Avec #RapDeal, notre agence 135 MÉDIA met à profit son expérience pour présenter les coulisses du monde du rap. Après vous avoir expliqué les agrégateurs, les éditions et la SACEM ou encore les marques et le rap, notre émission de vulgarisation de l’industrie musicale est de retour pour décrypter le fonctionnement des featurings.
Étape primordiale dans le développement de la quasi-totalité des rappeurs, les collaborations soulèvent souvent beaucoup de questions : est-ce que les labels payent les feats en France, comment sont partagés les revenus en éditions, comment feater avec un rappeur US et, finalement, pourquoi on autant de collaborations dans le rap FR ?

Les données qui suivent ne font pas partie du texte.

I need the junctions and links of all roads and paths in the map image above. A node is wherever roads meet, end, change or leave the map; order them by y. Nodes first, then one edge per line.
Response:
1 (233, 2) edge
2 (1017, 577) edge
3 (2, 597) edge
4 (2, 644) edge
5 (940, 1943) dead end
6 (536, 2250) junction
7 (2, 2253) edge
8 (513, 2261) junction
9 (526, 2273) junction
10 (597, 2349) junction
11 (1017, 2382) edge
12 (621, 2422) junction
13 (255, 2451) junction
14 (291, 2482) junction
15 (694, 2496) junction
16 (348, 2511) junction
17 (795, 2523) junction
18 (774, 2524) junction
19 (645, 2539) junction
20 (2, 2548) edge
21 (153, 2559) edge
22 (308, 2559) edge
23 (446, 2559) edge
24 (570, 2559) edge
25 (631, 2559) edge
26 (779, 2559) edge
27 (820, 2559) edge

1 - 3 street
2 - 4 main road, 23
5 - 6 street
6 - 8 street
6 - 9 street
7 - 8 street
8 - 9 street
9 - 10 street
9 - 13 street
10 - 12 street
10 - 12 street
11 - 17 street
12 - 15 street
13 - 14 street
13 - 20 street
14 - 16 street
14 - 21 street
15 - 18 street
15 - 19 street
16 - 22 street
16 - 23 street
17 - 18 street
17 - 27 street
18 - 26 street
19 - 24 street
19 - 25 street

Les labels payent les feats en France ?
Contrairement à la croyance populaire, les featurings dans le rap ne sont pas payants en France, en tout cas pas de manière directe. Le label de l’artiste va bien rémunérer le feat en reversant un pourcentage. Dans la plupart des cas un contrat de featuring comprend :
- Un cachet : Souvent le minimum légal (soit une centaine d’euros) pour la participation de l’artiste invité à l’enregistrement et un deuxième cachet s’il participe au clip.
- Un pourcentage de royalties : Qui va être déduit de la rémunération de l’artiste principal, en général un feat prend entre 4 et 6% du morceau. Plus l’implication de l’invité est grande sur le titre, s’il participe au refrain par exemple, plus il va se rapprocher de la moitié du taux de l’artiste principal. Ce dernier touchera la moitié restante.

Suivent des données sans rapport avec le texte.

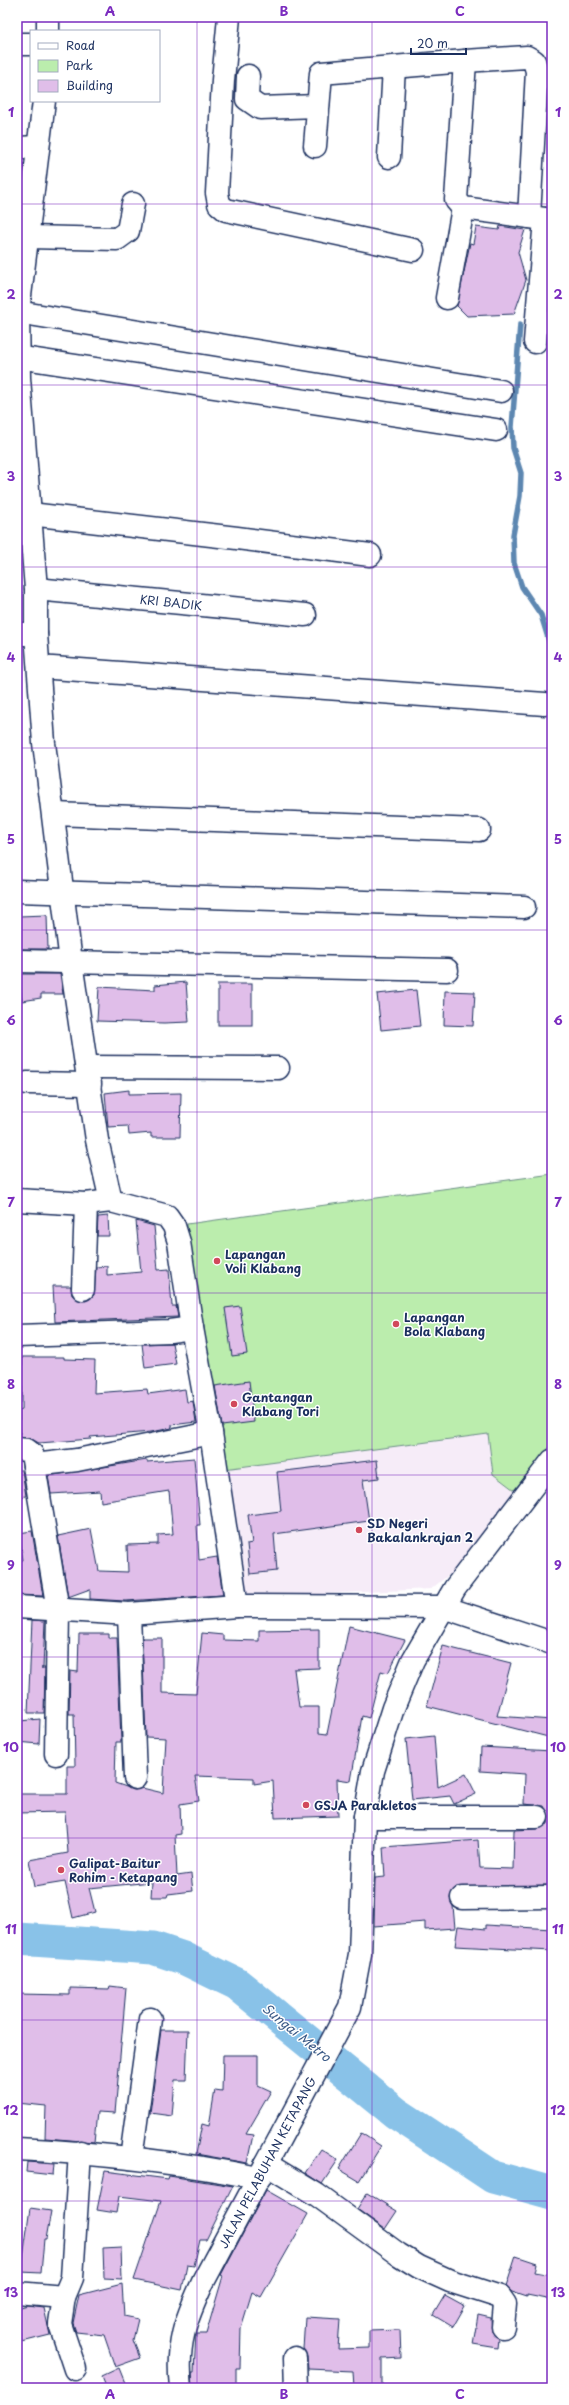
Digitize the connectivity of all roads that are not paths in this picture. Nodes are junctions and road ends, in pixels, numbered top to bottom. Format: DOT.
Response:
graph roads {
  1 [pos="48,17"];
  2 [pos="229,17"];
  3 [pos="48,30"];
  4 [pos="17,44"];
  5 [pos="30,44"];
  6 [pos="465,61"];
  7 [pos="394,67"];
  8 [pos="248,76"];
  9 [pos="44,102"];
  10 [pos="318,106"];
  11 [pos="315,146"];
  12 [pos="28,147"];
  13 [pos="389,157"];
  14 [pos="133,204"];
  15 [pos="463,208"];
  16 [pos="542,219"];
  17 [pos="28,236"];
  18 [pos="413,250"];
  19 [pos="447,298"];
  20 [pos="18,312"];
  21 [pos="535,342"];
  22 [pos="18,357"];
  23 [pos="501,391"];
  24 [pos="496,430"];
  25 [pos="30,514"];
  26 [pos="24,543"];
  27 [pos="370,555"];
  28 [pos="36,588"];
  29 [pos="305,615"];
  30 [pos="26,634"];
  31 [pos="39,667"];
  32 [pos="545,704"];
  33 [pos="54,814"];
  34 [pos="479,830"];
  35 [pos="17,890"];
  36 [pos="63,891"];
  37 [pos="524,907"];
  38 [pos="17,961"];
  39 [pos="71,962"];
  40 [pos="447,970"];
  41 [pos="278,1068"];
  42 [pos="88,1075"];
  43 [pos="27,1083"];
  44 [pos="17,1200"];
  45 [pos="111,1201"];
  46 [pos="86,1204"];
  47 [pos="83,1289"];
  48 [pos="192,1328"];
  49 [pos="17,1336"];
  50 [pos="211,1433"];
  51 [pos="17,1449"];
  52 [pos="552,1461"];
  53 [pos="34,1465"];
  54 [pos="237,1606"];
  55 [pos="17,1607"];
  56 [pos="443,1607"];
  57 [pos="58,1610"];
  58 [pos="129,1614"];
  59 [pos="552,1643"];
  60 [pos="56,1754"];
  61 [pos="135,1778"];
  62 [pos="365,1816"];
  63 [pos="537,1817"];
  64 [pos="552,1897"];
  65 [pos="462,1898"];
  66 [pos="150,2019"];
  67 [pos="17,2149"];
  68 [pos="80,2152"];
  69 [pos="131,2158"];
  70 [pos="262,2171"];
  71 [pos="17,2293"];
  72 [pos="64,2297"];
  73 [pos="504,2327"];
  74 [pos="295,2358"];
  75 [pos="75,2369"];
  76 [pos="181,2388"];
  77 [pos="296,2388"];
  1 -- 3 [label="street"];
  2 -- 18 [label="street"];
  4 -- 5 [label="street"];
  6 -- 7 [label="street"];
  6 -- 15 [label="street"];
  6 -- 16 [label="street"];
  7 -- 10 [label="street"];
  7 -- 13 [label="street"];
  8 -- 10 [label="street"];
  9 -- 12 [label="street"];
  10 -- 11 [label="street"];
  12 -- 17 [label="street"];
  14 -- 17 [label="street"];
  15 -- 16 [label="street"];
  15 -- 19 [label="street"];
  16 -- 21 [label="street"];
  17 -- 20 [label="street"];
  20 -- 22 [label="street"];
  20 -- 23 [label="street"];
  22 -- 24 [label="street"];
  22 -- 25 [label="street"];
  25 -- 26 [label="street"];
  25 -- 27 [label="street"];
  26 -- 28 [label="street"];
  28 -- 29 [label="street, KRI BADIK"];
  28 -- 30 [label="street"];
  30 -- 31 [label="street"];
  31 -- 32 [label="street"];
  31 -- 33 [label="street"];
  33 -- 34 [label="street"];
  33 -- 36 [label="street"];
  35 -- 36 [label="street"];
  36 -- 37 [label="street"];
  36 -- 39 [label="street"];
  38 -- 39 [label="street"];
  39 -- 40 [label="street"];
  39 -- 42 [label="street"];
  41 -- 42 [label="street"];
  42 -- 43 [label="street"];
  42 -- 45 [label="street"];
  44 -- 46 [label="street"];
  45 -- 46 [label="street"];
  45 -- 48 [label="street"];
  46 -- 47 [label="street"];
  48 -- 49 [label="street"];
  48 -- 50 [label="street"];
  50 -- 53 [label="street"];
  50 -- 54 [label="street"];
  51 -- 53 [label="street"];
  52 -- 56 [label="street, JALAN PELABUHAN KETAPANG"];
  53 -- 57 [label="street"];
  54 -- 56 [label="street"];
  54 -- 58 [label="street"];
  55 -- 57 [label="street"];
  56 -- 59 [label="street"];
  56 -- 62 [label="street, JALAN PELABUHAN KETAPANG"];
  57 -- 58 [label="street"];
  57 -- 60 [label="street"];
  58 -- 61 [label="street"];
  62 -- 63 [label="street"];
  62 -- 70 [label="street, JALAN PELABUHAN KETAPANG"];
  64 -- 65 [label="street"];
  66 -- 69 [label="street"];
  67 -- 68 [label="street"];
  68 -- 69 [label="street"];
  68 -- 72 [label="street"];
  69 -- 70 [label="street"];
  70 -- 73 [label="street"];
  70 -- 76 [label="street, JALAN PELABUHAN KETAPANG"];
  71 -- 72 [label="street"];
  72 -- 75 [label="street"];
  74 -- 77 [label="street"];
}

- Une avance : Il arrive que le label soit amené à verser une avance, sur ce pourcentage, au featuring. C’est assez rare car ça revient un peu à « payer » son feat dans des collaborations entre artistes souvent proches. Il existe d’autres éléments de négociation dans un contrat de featuring comme le fait de participer au clip, d’accepter le Primary Artist (que le morceau apparaisse sur son profil en streaming), les redevances sur les droits secondaires et de diffusion, les abattements… Le label de l’artiste va aussi généralement rémunérer le label du feat en lui donnant un pourcentage des revenus du titre (dit « overrides ») en échange de son autorisation (appelé dérogation d’exclusivité). Sur les exploitations principales on est en moyenne à 2-3%, et si l’artiste a une avance son label va probablement en demander une à son tour.

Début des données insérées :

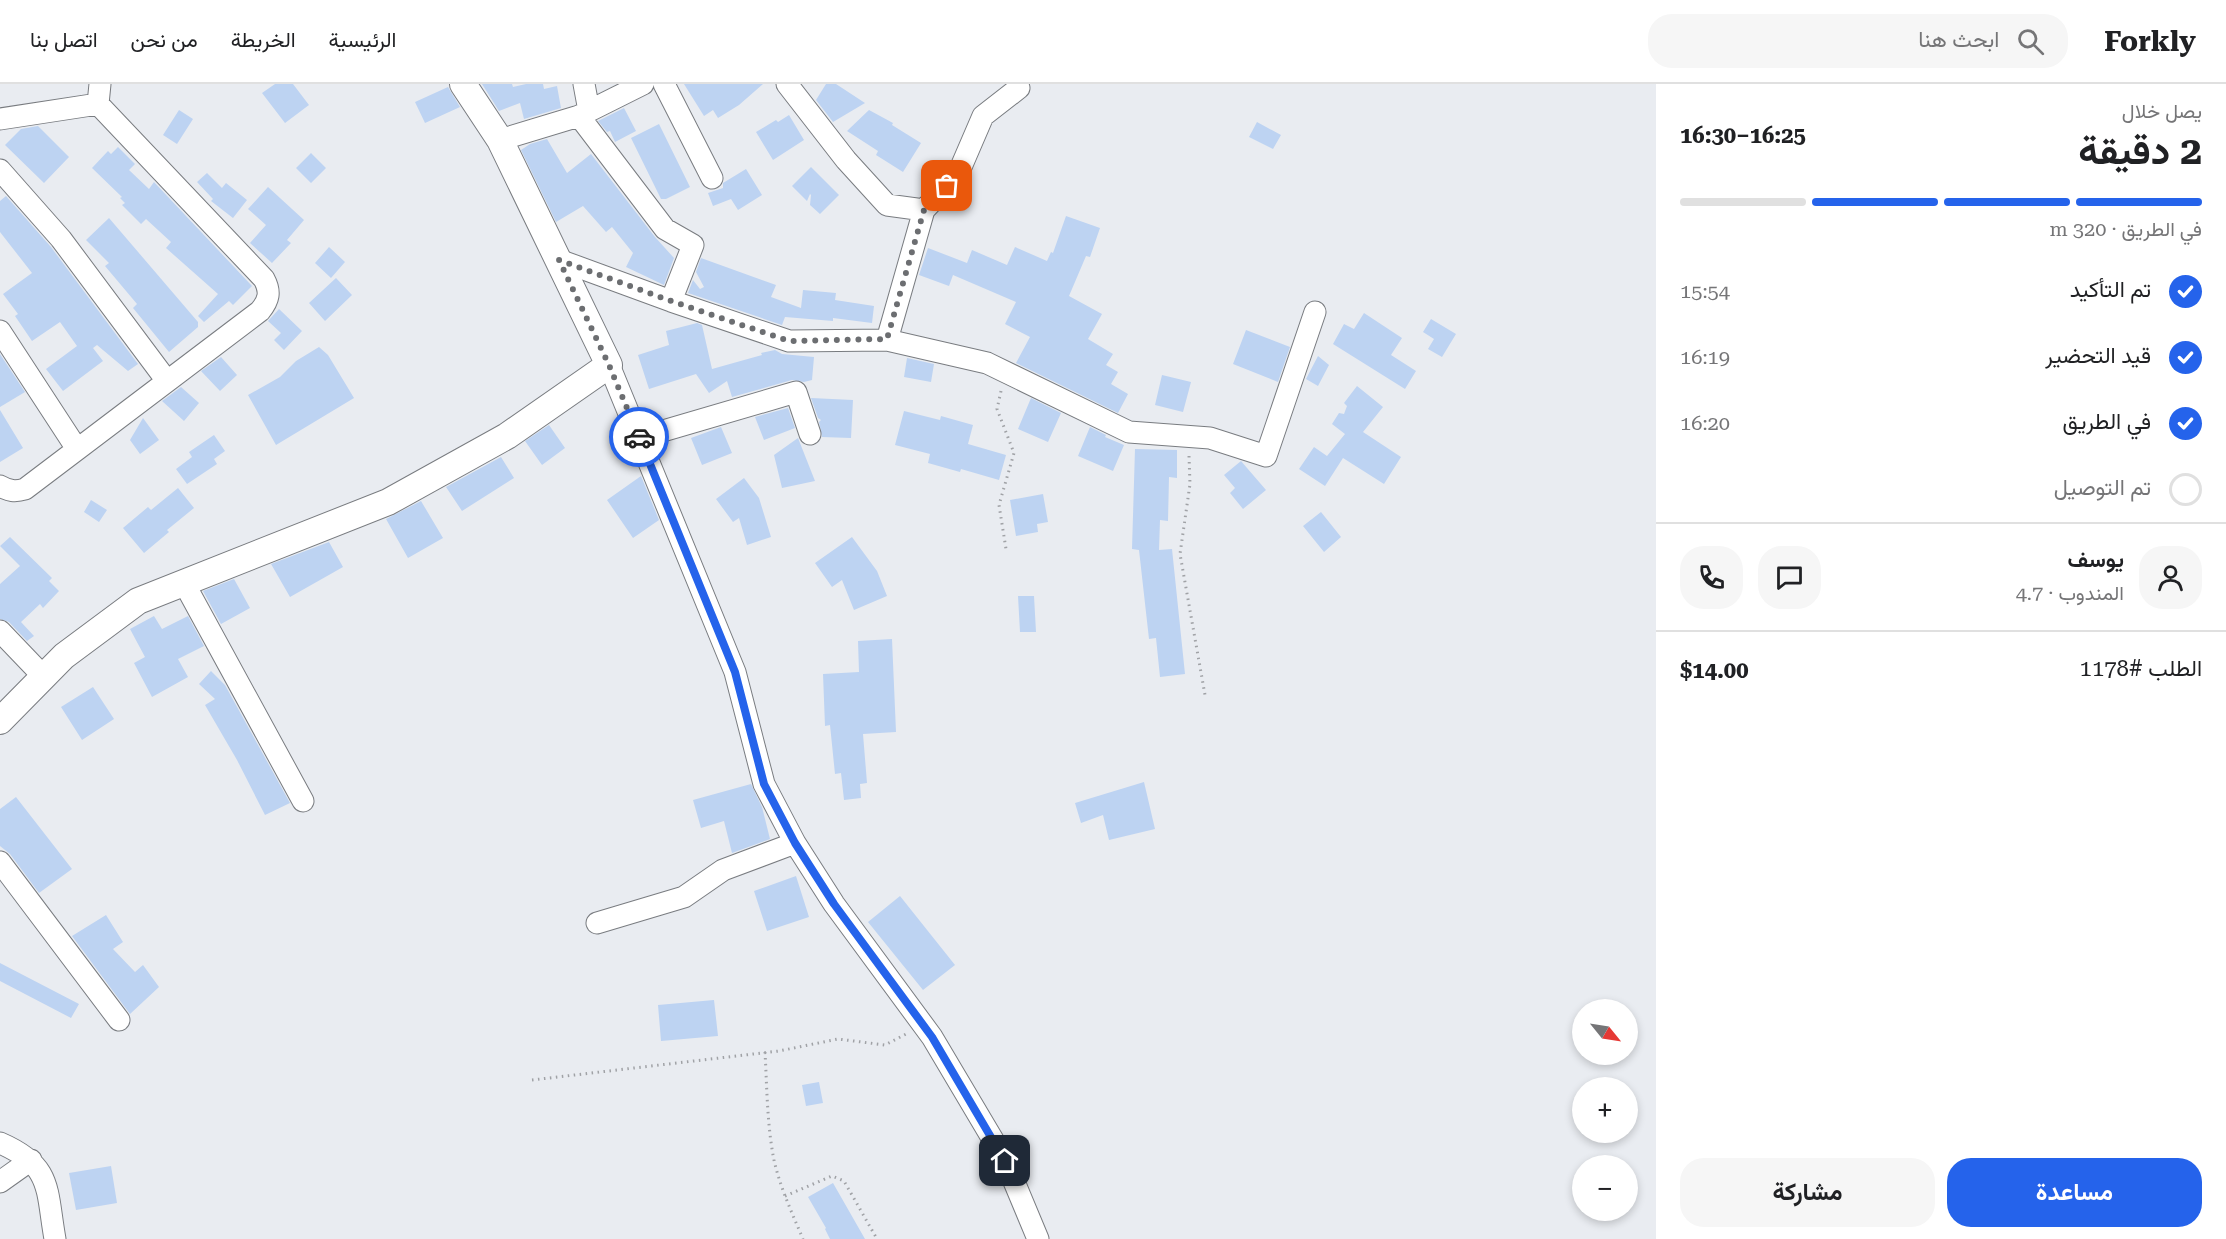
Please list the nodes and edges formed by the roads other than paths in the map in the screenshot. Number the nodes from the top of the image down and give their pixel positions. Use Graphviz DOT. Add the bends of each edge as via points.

L’invité va toucher sur la part de l’artiste principal, jusqu’à la moitié des revenus
On s’est concentré sur le cas d’un featuring entre deux artistes, s’il y’a plus d’artistes sur le titre, c’est la même logique mais en divisant les montants. Bien entendu on parle ici de la majorité des cas, il existe des spécificités pour chaque feat ! Par exemple un artiste ou son label peuvent demander un flat, un montant forfaitaire, dans certains cas (là on peut parler de featuring payant) ou de co-produire le titre en question. Mais ça va correspondre à une minorité de cas.
Les éditions pour les feats comment ça marche ?
On a parlé de la partie master, gérée par le label, en tant qu’interprète. Mais si jamais l’artiste invité est aussi l’auteur d’une partie du texte, ou compose une partie de l’instru ou de la topline, il va aussi avoir le droit à sa part éditoriale.
Sur la partie éditions c’est assez simple, on va valoriser le travail de chacun et faire un partage de la part auteur (idem sur la part compositeur le cas échant). En général 12,5% chacun sur les 25% de la part auteur en cas de duo « équitable ». S’ils sont 3 sur le titre, à part égales ça fera 8 et un tiers chacun.
En cas de feats écrit par plusieurs artistes, la part auteur est divisée généralement à parts égales.
Côté éditeur c’est facile, il édite généralement toute la part de son artiste. Ainsi, si l’invité est éditeur ou co-éditeur de sa musique, il aura aussi une part éditeur sur le titre.
Et les feats américains ?
Mais quand les rappeurs français collaborent avec des rappeurs américains, un aboutissement pour certains, le fonctionnement est très différent !
Petite précision, on va parler de « vrais feats » : quand l’artiste FR va inviter un rappeur américain à poser un couplet inédit sur son morceau. Il existe aussi des remix, généralement motivés par le fait que les radios françaises sont soumises à des quotas de francophonie (on vous renvoi vers cet excellent article du Monde), qui rendent plus simple la diffusion d’un morceau US avec un couplet français. Dans ce cas le label US va se rapprocher de sa consoeur française pour trouver un rappeur français intéressés pour faire intégrer un couplet au remix (comme DDG x Koba, ou Gradur et Fetty Wap).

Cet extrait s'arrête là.